The NPR Summary reads: The United States Patent and Trademark Office (USPTO or Office) proposes to amend the principles of Practice in Trademark Cases and also the rules regarding Representation of Others Before the Inventhelp Caveman Commercial to require applicants, registrants, or parties to some proceeding whose domicile or principal place of work is not really located within america (U.S.) or its territories (hereafter foreign applicants, registrants, or parties) to be represented by a lawyer who is a dynamic member in good standing from the bar of the highest court of a state within the U.S. (like the District of Columbia and then any Commonwealth or territory from the U.S.). A requirement that such foreign applicants, registrants, or parties be represented by way of a qualified U.S. attorney will instill greater confidence in the public that U.S. registrations that issue to foreign applicants usually are not susceptible to invalidation for reasons such as improper signatures and utilize claims and enable the USPTO to more effectively use available mechanisms to enforce foreign applicant compliance with statutory and regulatory requirements in trademark matters.

At Michael Buck IP, we already work closely with numerous licensed US attorneys that will carry on and help with expanding protection in our client’s trade marks into the usa. No changes to these arrangements will be necessary and we remain available to facilitate US trade mark applications for our local clients.

U . S . designations filed by way of the Madrid protocol will fall inside the proposed new requirements. However, it really is anticipated that this USPTO will review procedures for designations which proceed through to acceptance on the first instance so that a US Attorney do not need to be appointed in cases like this. Office Actions must be responded to by qualified US Attorneys. This transformation will affect self-filers into america – our current practice of engaging a US Attorney to answer Office Actions on the part of our local clients will not change.

A big change is set to come into force for Australian trade mark owners, who, from 25 February 2019, will no longer be capable of rely on the commencement of infringement proceedings as being a defence to groundless threats. Currently, a trade mark owner who commenced infringement proceedings against another party was exempt from a cross-claim of groundless or unjustified threats. However, this can soon not be possible.

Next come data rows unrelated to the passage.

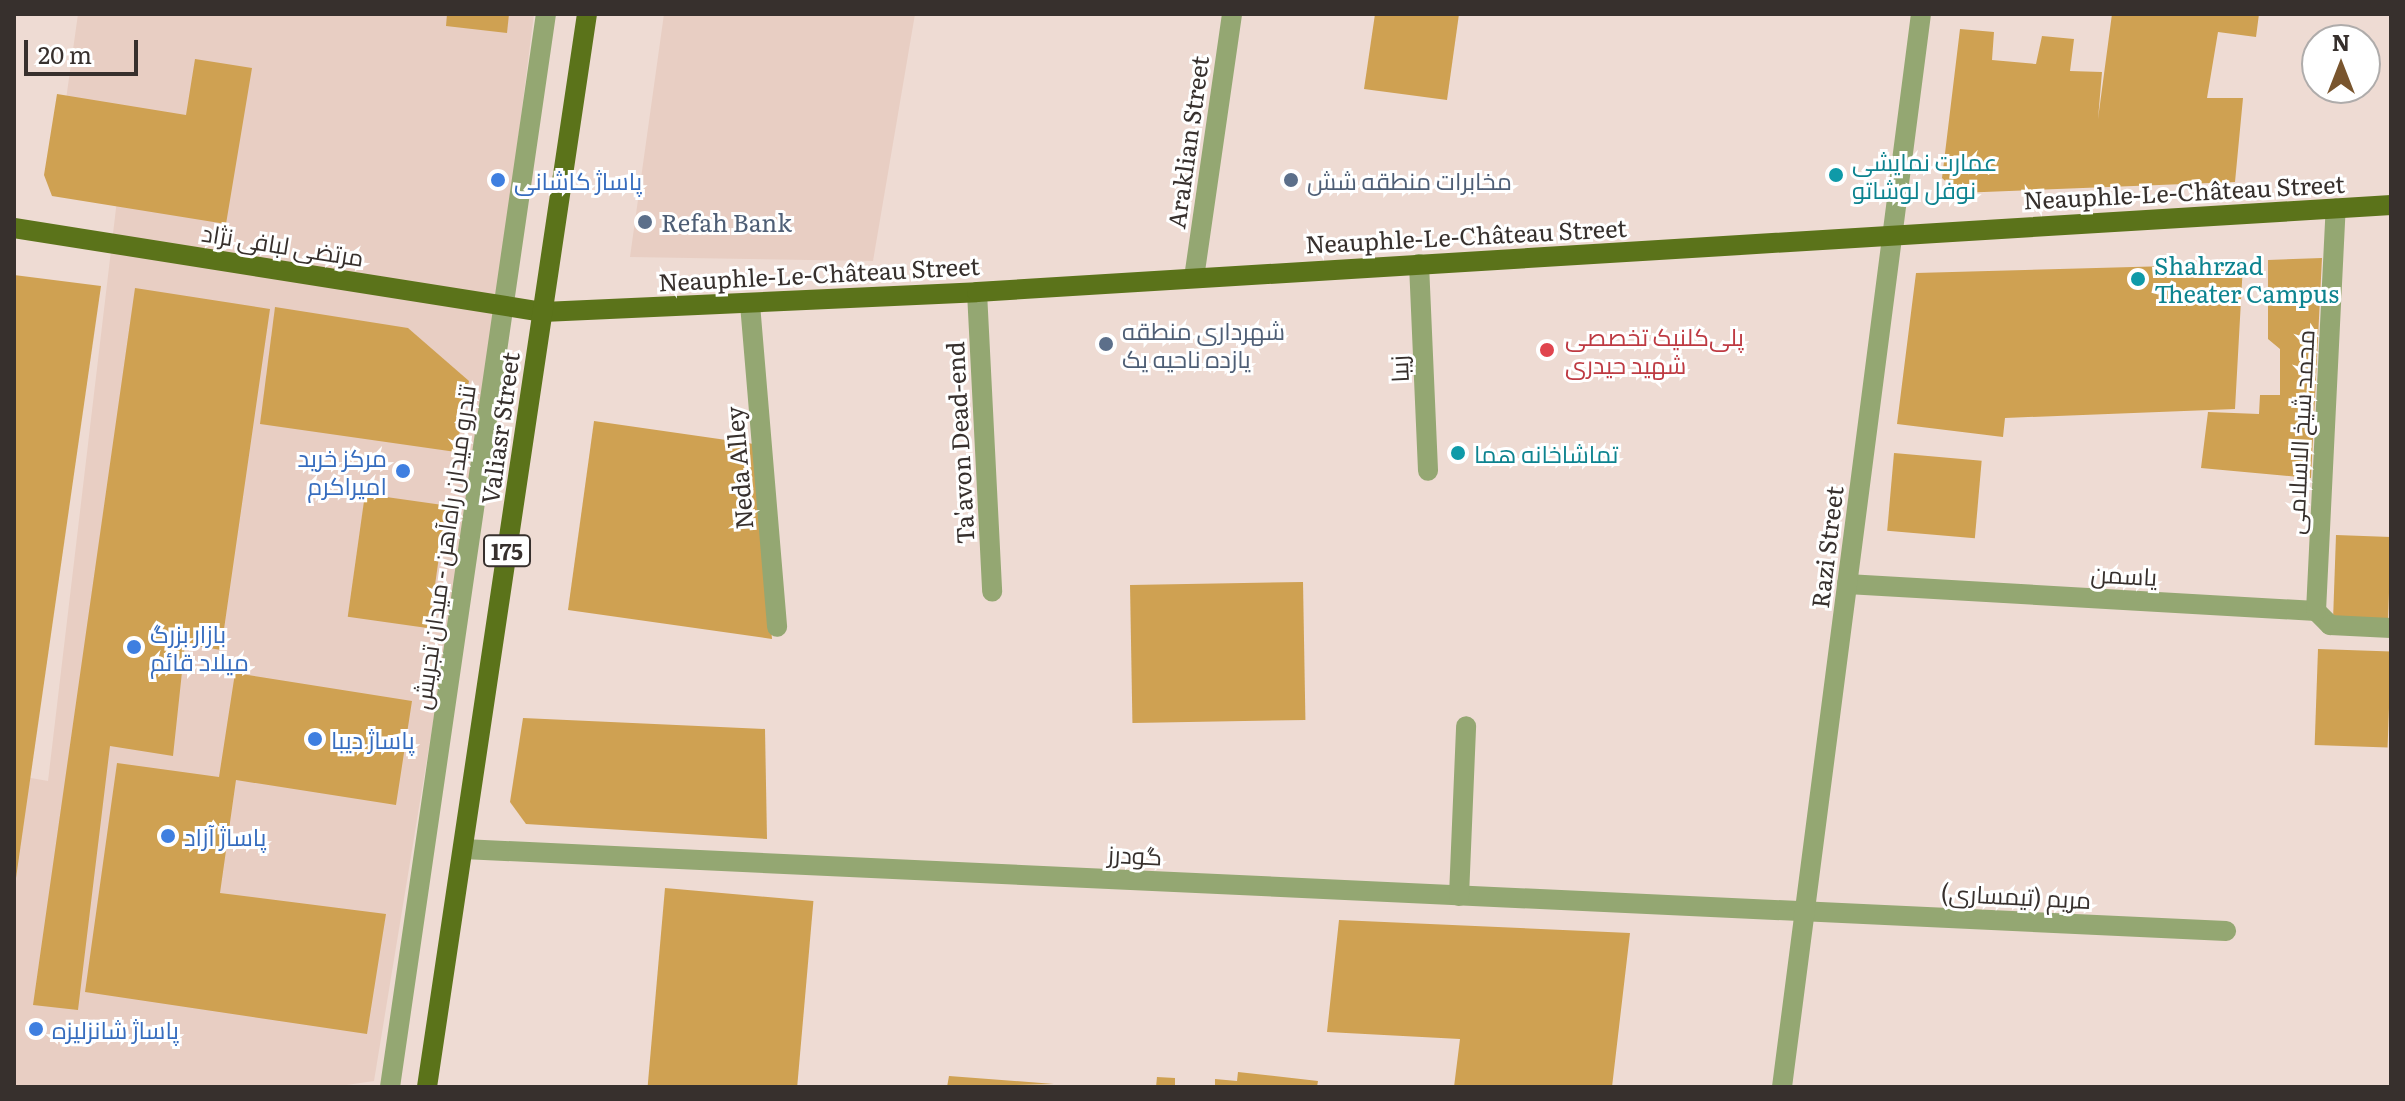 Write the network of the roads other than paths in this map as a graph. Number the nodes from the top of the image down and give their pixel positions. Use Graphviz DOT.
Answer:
graph roads {
  1 [pos="546,14"];
  2 [pos="587,14"];
  3 [pos="1232,14"];
  4 [pos="1921,14"];
  5 [pos="2391,205"];
  6 [pos="2336,208"];
  7 [pos="14,228"];
  8 [pos="1892,235"];
  9 [pos="1419,264"];
  10 [pos="1194,278"];
  11 [pos="977,292"];
  12 [pos="750,304"];
  13 [pos="505,306"];
  14 [pos="543,312"];
  15 [pos="1428,471"];
  16 [pos="1847,584"];
  17 [pos="992,592"];
  18 [pos="2316,611"];
  19 [pos="777,627"];
  20 [pos="2391,628"];
  21 [pos="1466,726"];
  22 [pos="463,849"];
  23 [pos="1459,896"];
  24 [pos="1804,911"];
  25 [pos="2226,931"];
  26 [pos="390,1087"];
  27 [pos="427,1087"];
  28 [pos="1782,1087"];
  1 -- 13 [label="street, تندرو میدان راه‌آهن - میدان تجریش"];
  2 -- 14 [label="main road, Valiasr Street / 175"];
  3 -- 10 [label="street, Araklian Street"];
  4 -- 8 [label="street, Razi Street"];
  5 -- 6 [label="main road, Neauphle-Le-Château Street"];
  6 -- 8 [label="main road, Neauphle-Le-Château Street"];
  6 -- 18 [label="street, محمد شیخ الاسلامی"];
  7 -- 13 [label="main road, مرتضی لبافی نژاد"];
  8 -- 9 [label="main road, Neauphle-Le-Château Street"];
  8 -- 16 [label="street, Razi Street"];
  9 -- 10 [label="main road, Neauphle-Le-Château Street"];
  9 -- 15 [label="street, زیبا"];
  10 -- 11 [label="main road, Neauphle-Le-Château Street"];
  11 -- 12 [label="main road, Neauphle-Le-Château Street"];
  11 -- 17 [label="street, Ta'avon Dead-end"];
  12 -- 14 [label="main road, Neauphle-Le-Château Street"];
  12 -- 19 [label="street, Neda Alley"];
  13 -- 14 [label="main road, مرتضی لبافی نژاد"];
  13 -- 26 [label="street, تندرو میدان راه‌آهن - میدان تجریش"];
  14 -- 22 [label="main road, Valiasr Street / 175"];
  16 -- 18 [label="street, یاسمن"];
  16 -- 24 [label="street, Razi Street"];
  18 -- 20 [label="street, یاسمن"];
  21 -- 23 [label="street"];
  22 -- 23 [label="street, گودرز"];
  22 -- 27 [label="main road, Valiasr Street / 175"];
  23 -- 24 [label="street, گودرز"];
  24 -- 25 [label="street, مریم (تیمساری)"];
  24 -- 28 [label="street, Razi Street"];
}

This amendment for the Trade Marks Act will take consistency over the Inventhelp Caveman, Designs Act, Plant Breeder’s Rights Act and the Trade Mark Act, which up to now, was the only real act to enable this defence. We expect that the removal of this section of the Trade Marks Act will allow the “unjustified threats” provisions of the Trade Marks Act to be interpreted similar to the Patents Act. Thus, we believe it is likely that in the event that infringement proceedings are brought against a party who fwhdpo ultimately found to not be infringing or even the trade mark can be found to get invalid, the trade mark owner will likely be deemed to have made unjustified or groundless threats.

Furthermore, a new provision is going to be included in the Inventhelp Product Development, Designs Act, Trade Marks Act and Plant Breeder’s Rights Act affording a legal court the energy to award additional damages in the event that one is deemed to get made unjustified threats of proceedings for infringement. A legal court will consider several factors, like the conduct in the trade mark owner after making the threat, any benefit derived by the trade mark owner from your threat and the flagrancy of the threat, in deciding whether additional damages have to be awarded against the trade mark owner.